Micro / Meso / Macro Reframing · scale variant · recognized
Reframes a problem across individual or unit, intermediate structure, and broad system levels.
- Distinct from parent: The parent only requires a scale shift; this variant uses a recurring micro, meso, and macro structure.
- Use when: Evidence at one level seems plausible but fails to explain behavior at another level; The likely intervention could be aimed at individuals, teams, institutions, networks, or whole systems.
- Typical domains: public policy, organizational diagnosis, education, healthcare
- Common mechanisms: Micro / Meso / Macro Analysis, Organizational Level Analysis
Local / Global Reframing · scale variant · recognized
Switches between local cases and aggregate patterns to reveal mismatches between situated reality and system-level behavior.

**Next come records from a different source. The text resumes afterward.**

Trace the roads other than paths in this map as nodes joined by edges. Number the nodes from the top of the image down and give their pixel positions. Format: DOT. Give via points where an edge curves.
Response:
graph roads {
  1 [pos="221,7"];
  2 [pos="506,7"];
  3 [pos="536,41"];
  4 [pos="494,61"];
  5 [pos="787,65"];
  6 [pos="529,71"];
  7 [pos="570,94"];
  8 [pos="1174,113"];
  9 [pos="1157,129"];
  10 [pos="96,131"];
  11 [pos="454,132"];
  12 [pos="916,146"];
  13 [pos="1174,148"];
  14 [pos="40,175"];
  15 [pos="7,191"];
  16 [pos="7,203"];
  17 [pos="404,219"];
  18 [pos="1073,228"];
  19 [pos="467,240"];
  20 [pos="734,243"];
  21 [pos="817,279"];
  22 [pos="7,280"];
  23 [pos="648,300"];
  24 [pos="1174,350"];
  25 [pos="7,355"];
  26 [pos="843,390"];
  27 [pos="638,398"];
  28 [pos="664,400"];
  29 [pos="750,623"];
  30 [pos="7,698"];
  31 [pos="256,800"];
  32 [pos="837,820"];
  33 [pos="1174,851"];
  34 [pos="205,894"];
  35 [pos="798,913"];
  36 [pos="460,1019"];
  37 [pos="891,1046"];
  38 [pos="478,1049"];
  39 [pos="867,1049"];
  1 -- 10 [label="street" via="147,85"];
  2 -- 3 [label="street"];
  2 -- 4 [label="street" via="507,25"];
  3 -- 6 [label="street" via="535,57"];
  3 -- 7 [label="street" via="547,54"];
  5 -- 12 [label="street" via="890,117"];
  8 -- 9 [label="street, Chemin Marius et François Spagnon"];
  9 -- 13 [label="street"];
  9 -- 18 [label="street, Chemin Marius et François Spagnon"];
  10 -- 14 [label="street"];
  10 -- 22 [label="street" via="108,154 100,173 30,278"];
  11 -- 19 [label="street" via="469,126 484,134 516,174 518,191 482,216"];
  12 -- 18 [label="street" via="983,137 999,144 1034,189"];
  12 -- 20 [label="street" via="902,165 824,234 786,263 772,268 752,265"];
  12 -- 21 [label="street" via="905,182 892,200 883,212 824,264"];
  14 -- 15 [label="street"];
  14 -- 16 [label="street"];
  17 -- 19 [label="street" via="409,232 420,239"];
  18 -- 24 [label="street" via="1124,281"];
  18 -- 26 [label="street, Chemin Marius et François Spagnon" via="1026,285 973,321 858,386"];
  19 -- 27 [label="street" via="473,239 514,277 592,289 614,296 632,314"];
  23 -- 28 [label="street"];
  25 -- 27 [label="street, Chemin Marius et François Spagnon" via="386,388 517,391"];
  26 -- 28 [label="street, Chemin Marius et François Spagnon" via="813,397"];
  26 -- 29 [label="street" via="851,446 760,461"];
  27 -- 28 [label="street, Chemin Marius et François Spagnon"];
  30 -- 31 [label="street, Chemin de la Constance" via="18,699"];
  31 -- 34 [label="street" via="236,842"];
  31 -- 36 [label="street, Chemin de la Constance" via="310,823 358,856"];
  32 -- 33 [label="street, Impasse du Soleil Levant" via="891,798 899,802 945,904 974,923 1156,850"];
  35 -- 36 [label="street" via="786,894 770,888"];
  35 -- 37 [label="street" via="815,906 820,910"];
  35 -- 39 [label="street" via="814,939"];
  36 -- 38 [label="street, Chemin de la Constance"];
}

- Distinct from parent: The parent can use any scale shift; this variant specifically manages local/global mismatch.
- Use when: Averages or totals hide local variation, subgroup harm, or site-specific constraints; Local anecdotes appear persuasive but do not represent the system-level pattern.
- Typical domains: platform analytics, public health, ecology, operations
- Common mechanisms: Local / Global Analysis, User-Level / System-Level Analytics Comparison
Organizational Level Reframing · domain variant · recognized
Reframes an organizational problem across person, role, team, process, unit, enterprise, and environment levels.
- Distinct from parent: The parent is domain-general; this variant uses organizational levels as the recurring scale structure.
- Use when: A workplace problem is being blamed on individuals while process, role, team, or incentive structures may be causal; A system-wide policy is missing local workflow constraints.
- Typical domains: management, operations, safety, organizational change
- Common mechanisms: Organizational Level Analysis
Temporal Granularity Reframing · temporal variant · candidate
Changes the time granularity of analysis, such as event, day, sprint, quarter, lifecycle, or era, when the current temporal grain hides the pattern.
- Distinct from parent: The parent includes any scale shift; this variant is specifically about the grain of time used for diagnosis.
- Use when: The issue appears random at one cadence but patterned at another; The relevant change is about temporal granularity rather than only extending the horizon.
- Typical domains: operations, product analytics, public health, maintenance
- Common mechanisms: Zoom-In / Zoom-Out Diagnosis
Near names: Scale Shift Diagnosis, Level-of-Analysis Shift, Analytical Granularity Shift, Zoom-In / Zoom-Out Diagnosis, Micro / Macro Context Switching.
Editorial Notes¶
Problem Classification¶
Classification: Scale, Hierarchy & Emergence Mismatch → Cross-Scale Attribution & Aggregation Error
Problem kernel: the chosen level hides local constraints or emergent system effects
Rationale: Earliest causal condition: Actors are interpreting or acting on a system at a scale that hides the decisive variation, emergent behavior, local constraint, system-level pressure, or intervention point.
Independent corroboration: The earliest necessary condition in the frozen evidence is: Actors are interpreting or acting on a system at a scale that hides the decisive variation, emergent behavior, local constraint, system-level pressure, or intervention point. That is a cross scale attribution and aggregation error problem because Evidence or explanation at one level is projected onto another, hiding subgroup heterogeneity, marginal change, contingency, or part–whole causation.
Review outcome: Independent reviewer agreement; high confidence.